The DC circuit judge has deep conservative bona fides, working with Ken Starr to argue for President Bill Clinton’s impeachment and serving as senior associate counsel in the George W. George W. Bush White House, but where does he stand on contemporary issues like net neutrality, the environment, and privacy?
On net neutrality, Kavanaugh doesn’t mince words, disputing the FCC’s former rules on numerous grounds.
In 2017, Kavanaugh wrote that the FCC’s net neutrality rules were unlawful because “Congress has never enacted net neutrality legislation or clearly authorized the FCC to impose common carrier obligations on Internet service providers.” Kavanaugh went on to dispute them on a First Amendment basis, arguing that the FCC’s former rules were a form of government censorship on internet companies.
One of the most controversial areas of Kavanaugh’s judicial record is his writing on the environment. As a member of the Court of Appeals, Kavanaugh has repeatedly written against the Environmental Protection Agency’s (EPA) efforts to curb pollution, establishing a pattern of rejecting EPA regulation on the basis that it’s a form of overreach, despite his belief that “the Earth is warming, and humans are contributing.”
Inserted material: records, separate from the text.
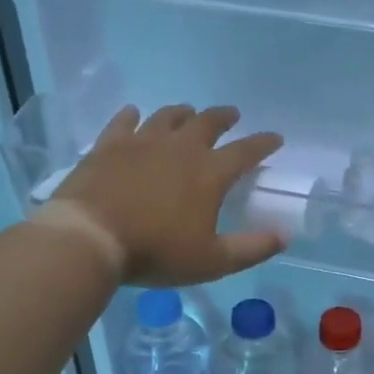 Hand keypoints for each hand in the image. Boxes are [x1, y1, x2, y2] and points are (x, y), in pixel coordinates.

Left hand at [52, 104, 284, 286]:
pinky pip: (124, 122)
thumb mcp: (212, 261)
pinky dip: (133, 116)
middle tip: (232, 115)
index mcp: (210, 173)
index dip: (264, 143)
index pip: (246, 151)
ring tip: (189, 112)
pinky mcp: (109, 145)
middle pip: (208, 123)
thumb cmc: (156, 252)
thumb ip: (251, 249)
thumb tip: (283, 236)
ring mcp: (142, 142)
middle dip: (224, 118)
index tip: (275, 138)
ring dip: (183, 113)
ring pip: (168, 117)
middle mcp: (180, 148)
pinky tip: (135, 114)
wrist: (90, 238) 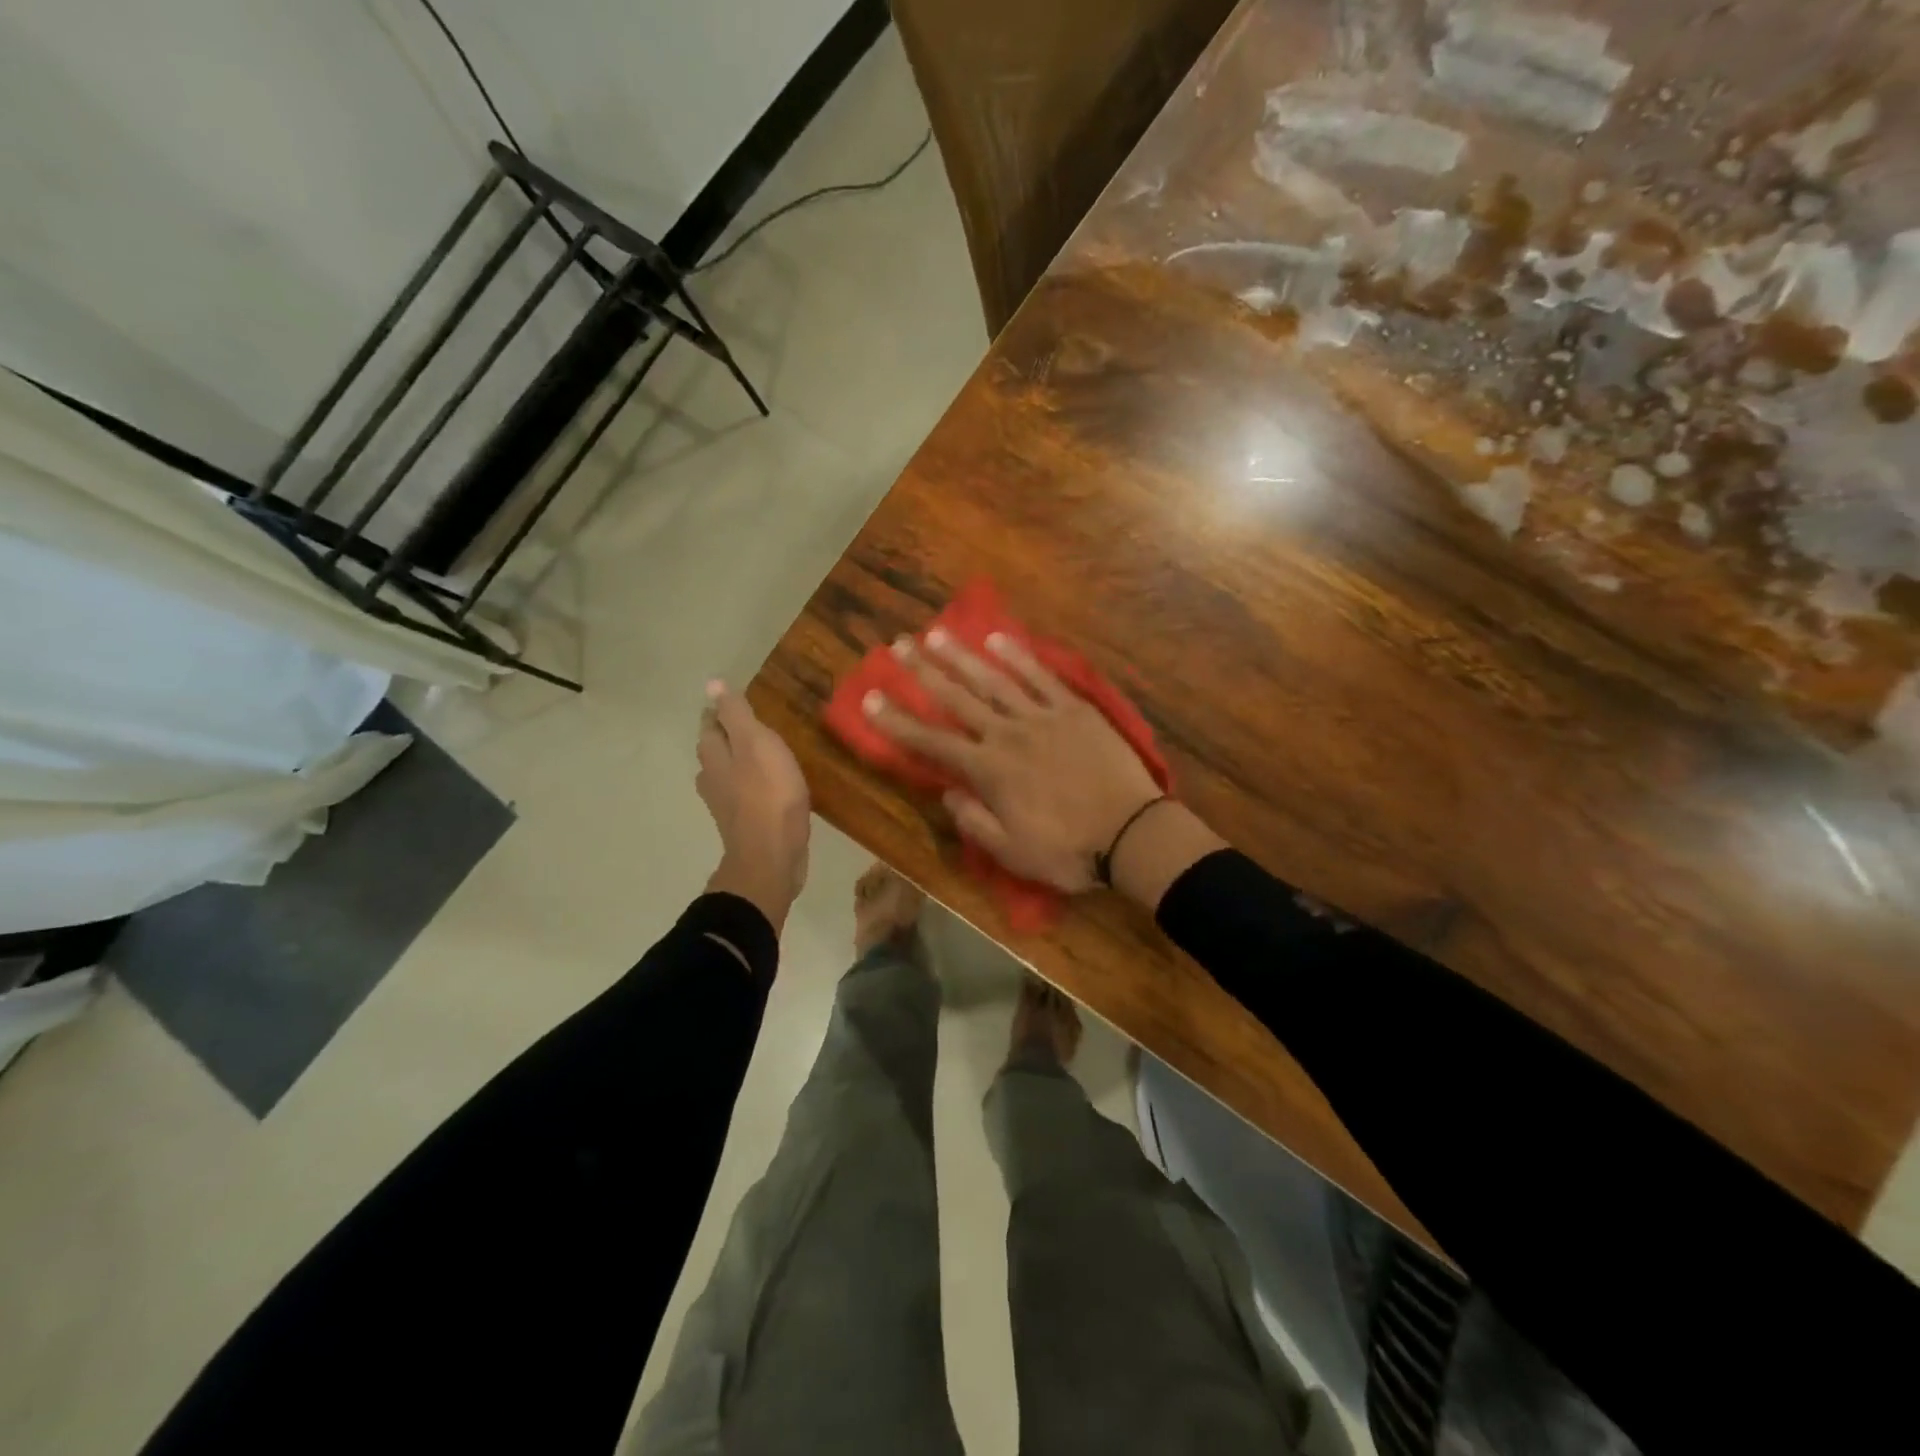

In 2012, Kavanaugh dissented against a decision that allowed the EPA to regulate via the Clean Air Act without consideration of cost, writing “As a court it is not our job to make policy choices.” The Supreme court would go on to side with Kavanaugh, ordering the EPA to consider costs in its Clean Air Act regulations
That same year, Kavanaugh also wrote a decision against the EPA’s effort to stop pollution that crossed state lines. He was later overruled by a 6-2 Supreme Court vote.
In 2014, Kavanaugh wrote a dissent to a decision that allowed the regulation of mercury in power plants without cost consideration. His reasoning was later used in a majority Supreme Court ruling.
In 2017, Kavanaugh wrote for the majority in overturning an EPA rule requiring companies to replace heat-trapping hydrofluorocarbons with other chemicals, writing once again that “EPA may act only as authorized by Congress.”
For privacy advocates, Kavanaugh has an unsavory record.
In a 2010 case, Kavanaugh argued that attaching a tracking device to a suspects car isn’t a violation of the Fourth Amendment because a person’s movements in public aren’t assumed to be private.
In 2015, Kavanaugh wrote that the National Security Agency’s massive phone-surveillance program, revealed by Edward Snowden, is “consistent with the Fourth Amendment,” citing the Third Party Doctrine, which conservative scholars say allows data to be collected as long as it’s surrendered to a third party (this year, the Supreme Court indicated limits on the doctrine’s use when they ruled that a warrant was required to collect some cell phone location data). As the Court continues to debate the limits of the Third Party Doctrine and data collection Kavanaugh’s opinions on this will prove crucial.
Perhaps on a brighter note for drone enthusiasts, Kavanaugh is anti-drone-regulation.
In 2017, Kavanaugh ruled for the majority, writing that “The [drone] Registration Rule is unlawful as applied to model aircraft.”